After the discouraging introduction, Civilizations gets off to a strong start. Fernandez-Armesto vividly describes the struggle to carve societies out of arctic climates and desert wastes, offering interesting detail on nearly every page, even if, true to his word, the writing can be a little cryptic. He introduces us, for example, to the men and women of Skateholm, in Southern Sweden, who depended on dogs so much for their survival that they were often buried next to their canine companions, often in less dignified graves. They also believed they were descended from a Swedish princess driven into exile "with only her dog for company." Fernandez-Armesto then takes us into the Sahara where blind guides were considered the most effective in the 14th century since "eyesight was delusive in the desert." Next, it's on to the Eurasian steppe where Mongols reportedly "barked like dogs, ate raw flesh, drank their horse's urine, knew no laws, and showed no mercy." Then we're off to the grasslands, the tropics, the mountains, and so on.
In every region, the pattern proves the same: Humans managed to form civilizations no matter the environmental obstacles, always shaping their civilization with the environment. Even the bogs of Frederik Hendrik Island off New Guinea proved hospitable, despite Fernandez-Armesto nominating them as the worst place on earth. The island is a place "of fetid swamp, unhealthy miasmas, shadeless bush, and painful extremes of heat and cold." But people have persevered, building a civilization by dredging parts of the swamp to create mounds on which to build huts and plant their yams. "The men," the author helpfully adds, "delouse their hair by caking it with mud which they remove, when dry, with an inner crust of lice"
Throughout, Fernandez-Armesto tries to stay away from making value judgments over whether one civilization is better than another. But there's an undertone of contempt for modernity. The Bushman, for example, "blends into the bush, hiding from the creatures on whom he preys, and who might prey on him.... This is as near as you can get to life without civilization." But the Bushmen still prowl through the Kalahari and their society continues today. Thus, "by the most critical measure of success, it is better than civilization." Toward the end of the book, Fernandez-Armesto even harkens back to Gandhi's famous quip when asked what he thought about European civilization, "I would be in favor of it."
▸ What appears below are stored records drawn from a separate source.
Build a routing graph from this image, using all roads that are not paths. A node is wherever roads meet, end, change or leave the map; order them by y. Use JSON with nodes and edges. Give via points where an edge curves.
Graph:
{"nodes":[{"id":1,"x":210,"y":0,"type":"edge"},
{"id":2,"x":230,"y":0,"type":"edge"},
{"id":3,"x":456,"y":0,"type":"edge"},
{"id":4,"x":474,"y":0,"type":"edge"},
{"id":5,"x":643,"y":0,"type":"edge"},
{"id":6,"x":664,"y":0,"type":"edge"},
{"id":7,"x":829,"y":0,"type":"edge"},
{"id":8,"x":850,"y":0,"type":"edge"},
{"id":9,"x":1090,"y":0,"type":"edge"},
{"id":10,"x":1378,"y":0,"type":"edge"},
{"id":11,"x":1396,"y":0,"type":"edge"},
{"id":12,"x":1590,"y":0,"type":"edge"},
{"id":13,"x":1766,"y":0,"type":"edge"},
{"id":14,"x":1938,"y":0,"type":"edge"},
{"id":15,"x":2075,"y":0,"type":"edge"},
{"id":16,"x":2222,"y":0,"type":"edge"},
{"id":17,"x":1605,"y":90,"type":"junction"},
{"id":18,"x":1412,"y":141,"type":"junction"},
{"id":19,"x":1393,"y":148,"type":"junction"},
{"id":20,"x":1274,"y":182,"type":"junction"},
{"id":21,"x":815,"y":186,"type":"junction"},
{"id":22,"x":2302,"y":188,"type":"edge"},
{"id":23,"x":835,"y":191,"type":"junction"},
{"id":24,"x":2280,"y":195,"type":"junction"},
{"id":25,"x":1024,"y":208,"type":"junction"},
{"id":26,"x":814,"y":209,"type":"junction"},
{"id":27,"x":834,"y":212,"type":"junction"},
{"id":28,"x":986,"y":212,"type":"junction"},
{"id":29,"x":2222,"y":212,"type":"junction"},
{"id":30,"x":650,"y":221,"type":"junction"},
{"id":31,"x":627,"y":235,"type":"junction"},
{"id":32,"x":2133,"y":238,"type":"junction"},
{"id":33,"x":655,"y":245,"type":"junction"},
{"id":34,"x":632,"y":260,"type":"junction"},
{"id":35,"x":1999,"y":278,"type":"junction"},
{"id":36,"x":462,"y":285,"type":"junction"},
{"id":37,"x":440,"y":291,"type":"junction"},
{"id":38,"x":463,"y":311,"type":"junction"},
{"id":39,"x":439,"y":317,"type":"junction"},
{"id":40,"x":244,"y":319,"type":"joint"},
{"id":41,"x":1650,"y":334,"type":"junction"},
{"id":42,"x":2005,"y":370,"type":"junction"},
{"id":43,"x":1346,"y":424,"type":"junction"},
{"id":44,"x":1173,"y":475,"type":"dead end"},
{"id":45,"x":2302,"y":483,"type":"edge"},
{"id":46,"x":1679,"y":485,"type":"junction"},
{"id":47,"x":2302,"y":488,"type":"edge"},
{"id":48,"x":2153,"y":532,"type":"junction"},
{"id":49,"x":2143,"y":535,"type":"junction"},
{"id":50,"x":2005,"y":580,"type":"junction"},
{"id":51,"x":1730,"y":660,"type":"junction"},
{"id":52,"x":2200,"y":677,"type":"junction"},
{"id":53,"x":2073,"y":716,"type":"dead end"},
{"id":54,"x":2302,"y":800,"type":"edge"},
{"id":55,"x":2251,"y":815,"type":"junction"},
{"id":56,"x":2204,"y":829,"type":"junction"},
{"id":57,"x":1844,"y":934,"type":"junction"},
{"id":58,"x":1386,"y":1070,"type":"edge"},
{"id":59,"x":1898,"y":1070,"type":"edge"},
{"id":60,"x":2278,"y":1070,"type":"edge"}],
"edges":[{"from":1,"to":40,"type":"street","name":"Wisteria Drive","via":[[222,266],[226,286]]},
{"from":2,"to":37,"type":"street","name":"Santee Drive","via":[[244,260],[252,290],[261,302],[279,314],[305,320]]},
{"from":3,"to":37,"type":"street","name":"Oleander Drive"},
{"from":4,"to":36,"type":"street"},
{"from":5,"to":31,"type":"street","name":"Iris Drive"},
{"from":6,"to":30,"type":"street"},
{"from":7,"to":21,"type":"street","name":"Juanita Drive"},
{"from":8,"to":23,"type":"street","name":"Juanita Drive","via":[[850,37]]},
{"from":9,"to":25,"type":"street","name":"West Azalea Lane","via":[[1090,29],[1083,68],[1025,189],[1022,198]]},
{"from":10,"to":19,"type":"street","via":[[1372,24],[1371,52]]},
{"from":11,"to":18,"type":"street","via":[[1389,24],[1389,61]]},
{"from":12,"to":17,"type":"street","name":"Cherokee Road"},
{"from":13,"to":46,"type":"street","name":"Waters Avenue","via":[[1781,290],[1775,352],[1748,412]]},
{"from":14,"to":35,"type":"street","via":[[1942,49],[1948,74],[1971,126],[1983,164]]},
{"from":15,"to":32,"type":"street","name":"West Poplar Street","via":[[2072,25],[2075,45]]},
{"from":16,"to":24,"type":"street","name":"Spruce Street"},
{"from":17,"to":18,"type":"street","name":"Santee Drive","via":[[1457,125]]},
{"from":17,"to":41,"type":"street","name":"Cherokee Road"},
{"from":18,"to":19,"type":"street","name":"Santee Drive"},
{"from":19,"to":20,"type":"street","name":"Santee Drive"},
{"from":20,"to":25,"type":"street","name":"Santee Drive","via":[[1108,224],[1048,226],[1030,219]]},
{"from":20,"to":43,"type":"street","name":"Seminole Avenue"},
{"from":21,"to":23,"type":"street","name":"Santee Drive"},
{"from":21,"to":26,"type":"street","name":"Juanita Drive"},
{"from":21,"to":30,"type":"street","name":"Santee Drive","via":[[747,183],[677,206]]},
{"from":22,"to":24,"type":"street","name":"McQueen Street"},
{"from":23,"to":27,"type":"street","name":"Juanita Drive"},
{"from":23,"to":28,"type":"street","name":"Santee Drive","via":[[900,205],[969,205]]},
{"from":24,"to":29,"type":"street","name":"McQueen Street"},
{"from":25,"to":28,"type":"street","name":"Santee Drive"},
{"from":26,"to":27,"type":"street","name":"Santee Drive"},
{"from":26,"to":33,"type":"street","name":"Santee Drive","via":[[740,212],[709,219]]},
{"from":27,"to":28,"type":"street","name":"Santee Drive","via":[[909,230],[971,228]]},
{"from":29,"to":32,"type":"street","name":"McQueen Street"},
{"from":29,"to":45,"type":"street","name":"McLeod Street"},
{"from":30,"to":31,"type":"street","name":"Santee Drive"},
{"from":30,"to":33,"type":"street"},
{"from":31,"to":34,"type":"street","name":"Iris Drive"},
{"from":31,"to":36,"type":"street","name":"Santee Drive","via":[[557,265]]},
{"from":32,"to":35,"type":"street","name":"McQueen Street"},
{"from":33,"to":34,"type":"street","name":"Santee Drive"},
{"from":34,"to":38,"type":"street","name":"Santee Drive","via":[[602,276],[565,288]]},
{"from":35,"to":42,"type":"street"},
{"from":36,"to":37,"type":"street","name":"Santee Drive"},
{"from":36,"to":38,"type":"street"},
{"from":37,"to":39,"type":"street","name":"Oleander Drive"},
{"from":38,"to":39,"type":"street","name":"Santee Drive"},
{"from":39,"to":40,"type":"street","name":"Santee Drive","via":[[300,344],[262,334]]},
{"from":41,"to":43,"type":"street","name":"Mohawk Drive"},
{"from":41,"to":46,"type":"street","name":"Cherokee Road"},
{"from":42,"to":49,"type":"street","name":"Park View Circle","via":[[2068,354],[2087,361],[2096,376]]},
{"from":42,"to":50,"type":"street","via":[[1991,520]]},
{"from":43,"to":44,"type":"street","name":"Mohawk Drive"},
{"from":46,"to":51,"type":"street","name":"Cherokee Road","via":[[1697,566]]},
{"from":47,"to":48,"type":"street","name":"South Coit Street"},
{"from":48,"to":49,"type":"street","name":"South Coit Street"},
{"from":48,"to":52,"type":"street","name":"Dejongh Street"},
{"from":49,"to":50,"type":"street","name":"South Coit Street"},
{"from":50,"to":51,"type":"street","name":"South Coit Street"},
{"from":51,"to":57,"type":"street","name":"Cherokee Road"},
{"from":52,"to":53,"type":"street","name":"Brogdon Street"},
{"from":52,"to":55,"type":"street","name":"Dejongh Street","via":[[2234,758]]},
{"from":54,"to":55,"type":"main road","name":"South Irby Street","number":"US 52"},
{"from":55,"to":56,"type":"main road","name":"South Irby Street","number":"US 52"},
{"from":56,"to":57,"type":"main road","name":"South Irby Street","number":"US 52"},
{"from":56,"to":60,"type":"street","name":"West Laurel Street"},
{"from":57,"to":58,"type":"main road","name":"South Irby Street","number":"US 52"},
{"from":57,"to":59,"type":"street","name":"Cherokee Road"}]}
In a way, Fernandez-Armesto's distaste for Atlantic civilization is the most interesting idea of the book. But unfortunately, he doesn't follow through, perhaps because it's an awfully tough case to make. If a civilization's highest aspiration should be to modify its environment and survive, are ants more civilized than Romans? Is living in harmony with nature on a dollar a day in the Sahel truly no worse than living in Des Moines? Fernandez-Armesto never gets around to answering these questions, or even really posing them, because he is too busy bouncing from one century and environment to the next. Ultimately, to the extent that Fernandez-Armesto has a thesis, it's that the environment is important and that the way civilizations manage it is important too. Fair enough. But a reader could learn pretty much the same thing by watching the Discovery Channel.